Fruit Sticky Labels: Shopping at the Farmer’s Markets will eliminate the fruit labels, while the fruit is in season.  Not a huge amount of waste, but it all counts.
Salmon Skins (not pictured here): The cat ate most of them, but we’re going to see if we can bury them or chop them up finely and compost them.  I’ll ask the fishmonger what he does with the skins.  Or I might ask him to skin them for me.

We also found that we should get better about cutting off inedible parts of veg before cooking them, since cooked stuff isn’t desirable in the composter.  For example, pull the kale leaves off the stalks before making kale chips.

Of course a week is short enough that plenty of purchases in packaging that last longer wouldn’t reach end of life, and so won’t appear in this test.  One example of this is that the family got head lice this week (!!!) and my first thought was how much room the delousing shampoo bottle would take up in our glass jar!  But luckily, we bought a 6 treatment bottle, and only needed to shampoo 4 of us.  So the bottle didn’t need to be discarded, yet.

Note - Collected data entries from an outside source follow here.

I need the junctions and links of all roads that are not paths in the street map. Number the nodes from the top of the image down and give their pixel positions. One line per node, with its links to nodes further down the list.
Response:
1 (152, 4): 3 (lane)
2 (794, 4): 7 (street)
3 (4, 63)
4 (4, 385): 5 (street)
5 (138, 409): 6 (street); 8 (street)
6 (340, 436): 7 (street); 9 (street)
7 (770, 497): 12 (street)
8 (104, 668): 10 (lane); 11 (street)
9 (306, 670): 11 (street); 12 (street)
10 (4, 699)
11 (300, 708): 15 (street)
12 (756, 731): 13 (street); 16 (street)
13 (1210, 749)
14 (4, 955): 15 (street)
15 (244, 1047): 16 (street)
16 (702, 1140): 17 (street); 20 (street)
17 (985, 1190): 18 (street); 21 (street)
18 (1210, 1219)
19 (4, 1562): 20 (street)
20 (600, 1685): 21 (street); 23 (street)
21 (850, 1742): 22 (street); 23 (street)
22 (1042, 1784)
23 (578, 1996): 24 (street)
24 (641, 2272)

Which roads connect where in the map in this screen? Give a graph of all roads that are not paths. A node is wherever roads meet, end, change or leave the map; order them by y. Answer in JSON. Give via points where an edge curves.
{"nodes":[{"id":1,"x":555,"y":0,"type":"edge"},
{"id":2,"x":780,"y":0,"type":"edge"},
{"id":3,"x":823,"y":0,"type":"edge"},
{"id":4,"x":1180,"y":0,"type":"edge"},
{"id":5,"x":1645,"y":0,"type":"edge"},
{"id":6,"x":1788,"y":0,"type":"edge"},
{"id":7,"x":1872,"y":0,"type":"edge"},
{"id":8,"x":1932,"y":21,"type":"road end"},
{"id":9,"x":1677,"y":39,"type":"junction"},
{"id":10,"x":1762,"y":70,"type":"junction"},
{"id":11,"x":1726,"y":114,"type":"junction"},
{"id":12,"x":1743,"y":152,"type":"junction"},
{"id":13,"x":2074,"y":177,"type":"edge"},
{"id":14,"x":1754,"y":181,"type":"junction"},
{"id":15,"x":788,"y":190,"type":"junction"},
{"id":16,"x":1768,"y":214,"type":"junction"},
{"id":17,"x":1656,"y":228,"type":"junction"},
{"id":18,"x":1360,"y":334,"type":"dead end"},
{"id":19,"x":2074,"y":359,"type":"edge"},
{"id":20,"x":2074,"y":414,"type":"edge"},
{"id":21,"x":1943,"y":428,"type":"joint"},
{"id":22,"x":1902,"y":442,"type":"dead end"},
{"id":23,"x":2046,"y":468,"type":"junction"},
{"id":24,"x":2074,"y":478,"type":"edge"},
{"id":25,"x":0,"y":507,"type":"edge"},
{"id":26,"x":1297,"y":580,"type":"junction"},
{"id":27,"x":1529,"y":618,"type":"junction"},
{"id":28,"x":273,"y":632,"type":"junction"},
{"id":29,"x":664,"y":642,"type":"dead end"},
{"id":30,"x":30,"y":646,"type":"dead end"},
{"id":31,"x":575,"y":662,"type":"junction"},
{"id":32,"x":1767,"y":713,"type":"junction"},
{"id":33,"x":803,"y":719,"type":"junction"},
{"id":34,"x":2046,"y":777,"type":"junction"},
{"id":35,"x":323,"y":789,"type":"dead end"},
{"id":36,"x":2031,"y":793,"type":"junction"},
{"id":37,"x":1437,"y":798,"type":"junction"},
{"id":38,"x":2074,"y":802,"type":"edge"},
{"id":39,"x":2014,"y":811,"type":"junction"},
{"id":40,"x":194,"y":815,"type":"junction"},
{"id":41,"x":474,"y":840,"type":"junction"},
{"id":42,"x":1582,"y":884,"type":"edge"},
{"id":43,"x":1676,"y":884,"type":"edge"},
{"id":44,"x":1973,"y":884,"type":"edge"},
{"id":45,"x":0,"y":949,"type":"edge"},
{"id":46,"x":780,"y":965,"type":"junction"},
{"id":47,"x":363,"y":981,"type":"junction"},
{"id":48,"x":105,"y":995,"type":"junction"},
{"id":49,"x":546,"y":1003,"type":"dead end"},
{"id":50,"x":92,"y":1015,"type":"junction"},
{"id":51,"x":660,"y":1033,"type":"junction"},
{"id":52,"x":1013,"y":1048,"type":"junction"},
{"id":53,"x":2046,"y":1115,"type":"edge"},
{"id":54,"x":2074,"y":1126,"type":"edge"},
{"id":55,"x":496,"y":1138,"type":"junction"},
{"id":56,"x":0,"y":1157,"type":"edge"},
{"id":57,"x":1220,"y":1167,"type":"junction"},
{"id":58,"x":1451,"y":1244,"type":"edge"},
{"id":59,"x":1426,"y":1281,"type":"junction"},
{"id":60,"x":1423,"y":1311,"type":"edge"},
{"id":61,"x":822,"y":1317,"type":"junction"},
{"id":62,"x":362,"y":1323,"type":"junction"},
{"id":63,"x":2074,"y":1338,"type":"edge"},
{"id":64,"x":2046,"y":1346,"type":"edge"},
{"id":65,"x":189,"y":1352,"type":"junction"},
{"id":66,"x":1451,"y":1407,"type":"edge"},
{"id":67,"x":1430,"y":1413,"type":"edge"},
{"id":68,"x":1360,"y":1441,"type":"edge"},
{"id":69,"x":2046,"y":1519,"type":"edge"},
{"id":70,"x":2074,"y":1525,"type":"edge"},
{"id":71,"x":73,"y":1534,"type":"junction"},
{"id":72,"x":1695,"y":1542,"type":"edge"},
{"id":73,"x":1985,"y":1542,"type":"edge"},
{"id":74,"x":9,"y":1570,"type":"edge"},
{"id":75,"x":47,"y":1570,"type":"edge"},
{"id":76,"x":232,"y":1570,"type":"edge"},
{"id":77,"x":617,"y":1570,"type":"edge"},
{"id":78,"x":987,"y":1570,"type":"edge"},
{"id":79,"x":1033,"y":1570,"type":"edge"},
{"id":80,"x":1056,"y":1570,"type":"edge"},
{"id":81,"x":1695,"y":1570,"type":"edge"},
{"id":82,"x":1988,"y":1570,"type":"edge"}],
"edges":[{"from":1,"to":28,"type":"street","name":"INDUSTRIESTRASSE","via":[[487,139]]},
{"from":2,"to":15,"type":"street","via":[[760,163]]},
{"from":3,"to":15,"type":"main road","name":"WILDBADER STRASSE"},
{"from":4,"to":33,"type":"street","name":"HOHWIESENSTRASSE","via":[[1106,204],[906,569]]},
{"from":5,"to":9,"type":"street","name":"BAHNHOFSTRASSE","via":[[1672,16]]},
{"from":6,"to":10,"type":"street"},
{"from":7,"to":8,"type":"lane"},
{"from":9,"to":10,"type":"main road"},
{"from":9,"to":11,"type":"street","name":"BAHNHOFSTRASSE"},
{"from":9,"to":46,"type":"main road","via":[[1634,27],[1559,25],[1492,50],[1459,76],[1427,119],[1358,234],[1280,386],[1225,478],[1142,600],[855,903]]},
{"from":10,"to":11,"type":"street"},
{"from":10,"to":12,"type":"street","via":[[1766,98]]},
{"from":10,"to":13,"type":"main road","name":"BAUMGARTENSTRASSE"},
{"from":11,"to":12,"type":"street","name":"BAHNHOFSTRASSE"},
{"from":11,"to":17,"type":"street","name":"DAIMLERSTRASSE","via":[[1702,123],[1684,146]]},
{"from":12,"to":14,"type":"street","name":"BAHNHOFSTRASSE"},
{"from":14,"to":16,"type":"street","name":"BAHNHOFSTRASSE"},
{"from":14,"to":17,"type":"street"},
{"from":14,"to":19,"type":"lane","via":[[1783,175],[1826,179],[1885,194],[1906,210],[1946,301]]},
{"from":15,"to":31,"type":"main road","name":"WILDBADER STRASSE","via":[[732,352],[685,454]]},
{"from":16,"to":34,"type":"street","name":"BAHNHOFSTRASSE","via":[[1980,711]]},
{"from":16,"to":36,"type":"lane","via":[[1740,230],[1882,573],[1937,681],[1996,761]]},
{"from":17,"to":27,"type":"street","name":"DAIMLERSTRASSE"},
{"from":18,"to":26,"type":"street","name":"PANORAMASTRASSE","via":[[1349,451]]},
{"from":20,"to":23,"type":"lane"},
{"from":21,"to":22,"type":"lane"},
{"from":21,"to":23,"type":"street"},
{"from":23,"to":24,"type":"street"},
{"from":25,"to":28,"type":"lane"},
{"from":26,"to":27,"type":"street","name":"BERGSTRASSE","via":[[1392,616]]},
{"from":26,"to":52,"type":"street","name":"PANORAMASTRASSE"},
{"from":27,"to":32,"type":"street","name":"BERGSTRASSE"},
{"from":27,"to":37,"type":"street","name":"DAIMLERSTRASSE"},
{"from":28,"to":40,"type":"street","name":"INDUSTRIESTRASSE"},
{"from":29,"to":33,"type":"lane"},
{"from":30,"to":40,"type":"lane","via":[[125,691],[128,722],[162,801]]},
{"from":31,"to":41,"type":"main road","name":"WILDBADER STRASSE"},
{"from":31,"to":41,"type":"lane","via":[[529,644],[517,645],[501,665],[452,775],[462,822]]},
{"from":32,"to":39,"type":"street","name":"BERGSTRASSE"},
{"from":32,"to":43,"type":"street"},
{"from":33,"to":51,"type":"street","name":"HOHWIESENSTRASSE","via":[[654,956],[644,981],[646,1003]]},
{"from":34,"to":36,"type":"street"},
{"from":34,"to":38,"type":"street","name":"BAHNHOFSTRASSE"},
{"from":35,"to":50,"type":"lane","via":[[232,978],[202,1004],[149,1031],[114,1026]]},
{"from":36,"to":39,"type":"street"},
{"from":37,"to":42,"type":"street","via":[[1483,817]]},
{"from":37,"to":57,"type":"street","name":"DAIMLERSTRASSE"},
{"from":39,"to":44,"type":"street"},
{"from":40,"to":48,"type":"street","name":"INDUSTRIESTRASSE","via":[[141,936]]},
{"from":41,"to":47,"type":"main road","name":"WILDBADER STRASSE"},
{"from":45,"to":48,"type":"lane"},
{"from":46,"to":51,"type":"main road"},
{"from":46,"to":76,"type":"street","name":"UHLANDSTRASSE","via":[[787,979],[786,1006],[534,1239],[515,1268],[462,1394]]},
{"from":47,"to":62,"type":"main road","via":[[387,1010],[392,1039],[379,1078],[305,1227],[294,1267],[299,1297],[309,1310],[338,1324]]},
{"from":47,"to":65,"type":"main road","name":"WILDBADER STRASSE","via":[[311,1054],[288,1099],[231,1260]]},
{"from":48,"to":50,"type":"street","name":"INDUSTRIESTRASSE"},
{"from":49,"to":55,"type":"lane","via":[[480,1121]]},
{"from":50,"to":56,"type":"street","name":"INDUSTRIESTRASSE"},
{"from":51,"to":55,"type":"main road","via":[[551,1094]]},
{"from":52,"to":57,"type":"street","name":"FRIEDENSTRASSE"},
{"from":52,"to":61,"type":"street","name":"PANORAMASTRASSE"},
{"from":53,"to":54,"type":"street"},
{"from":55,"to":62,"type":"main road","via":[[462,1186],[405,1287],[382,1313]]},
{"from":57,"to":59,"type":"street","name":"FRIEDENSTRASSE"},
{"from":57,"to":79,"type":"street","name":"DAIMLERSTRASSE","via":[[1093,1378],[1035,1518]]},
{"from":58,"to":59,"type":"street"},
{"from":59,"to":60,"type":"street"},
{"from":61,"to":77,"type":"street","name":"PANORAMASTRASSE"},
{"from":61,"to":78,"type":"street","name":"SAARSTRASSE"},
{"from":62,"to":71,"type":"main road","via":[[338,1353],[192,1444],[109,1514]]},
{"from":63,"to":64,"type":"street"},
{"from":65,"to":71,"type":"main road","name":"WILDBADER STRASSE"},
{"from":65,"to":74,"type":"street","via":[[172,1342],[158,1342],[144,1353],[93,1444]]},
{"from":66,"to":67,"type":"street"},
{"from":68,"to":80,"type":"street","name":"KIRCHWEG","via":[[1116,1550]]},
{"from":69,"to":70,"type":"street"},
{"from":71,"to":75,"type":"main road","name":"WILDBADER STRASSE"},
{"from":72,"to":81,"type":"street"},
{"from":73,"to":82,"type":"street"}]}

Our glass jar will remain on our kitchen countertop, and the rest of the household bins will stay stacked and put away.  I suppose we should warn guests.

An interesting side-effect of this high degree of attention to our household waste is that we areIMG_1890 becoming even more keenly aware of the clutter in our home that we don’t need to have around. And so Zero Waste Week seems to have triggered a de-clutter month also. Some time is being spent rounding up things that we don’t love or enjoy using so much as we come across them. We hope that as this stuff leaves, that it wont get replaced by other similar stuff now that we have become more sensitive to the effects of consuming. Many of these items were things we picked up in our premarried lives that we are just no longer attached to. Some were posted for sale online and the rest will be offered to our local charity shop.  We did order a set of bamboo toothbrushes (Eccoe-Verde), which we love!

One other thing I’d like to mention is the use of reusable feminine products.  Once you start using these, you’ll wonder why you never did before.  They save a huge amount of money, and the cups are safer for you too by eliminating the risk of Toxic Shock Syndrome (TSS).  Have a look at this gorgeous young lady, Lauren Singer, who’s a huge advocate, or here is a list of different alternatives for cups or pads.

I’d read about the joy that others experience as a result of minimizing, and I used to think it was a little bit corny.  But, I have to admit to very much starting to feel that joy, as we move closer to having only the things we love and need.  I’m already noticing more free time now that we spend less time cleaning up, throwing stuff away and taking out the rubbish.

If you want more motivation to reduce waste and minimize your stuff, have a look into Lauren Singer (mentioned above) or Bea Johnson, the queen of zero waste!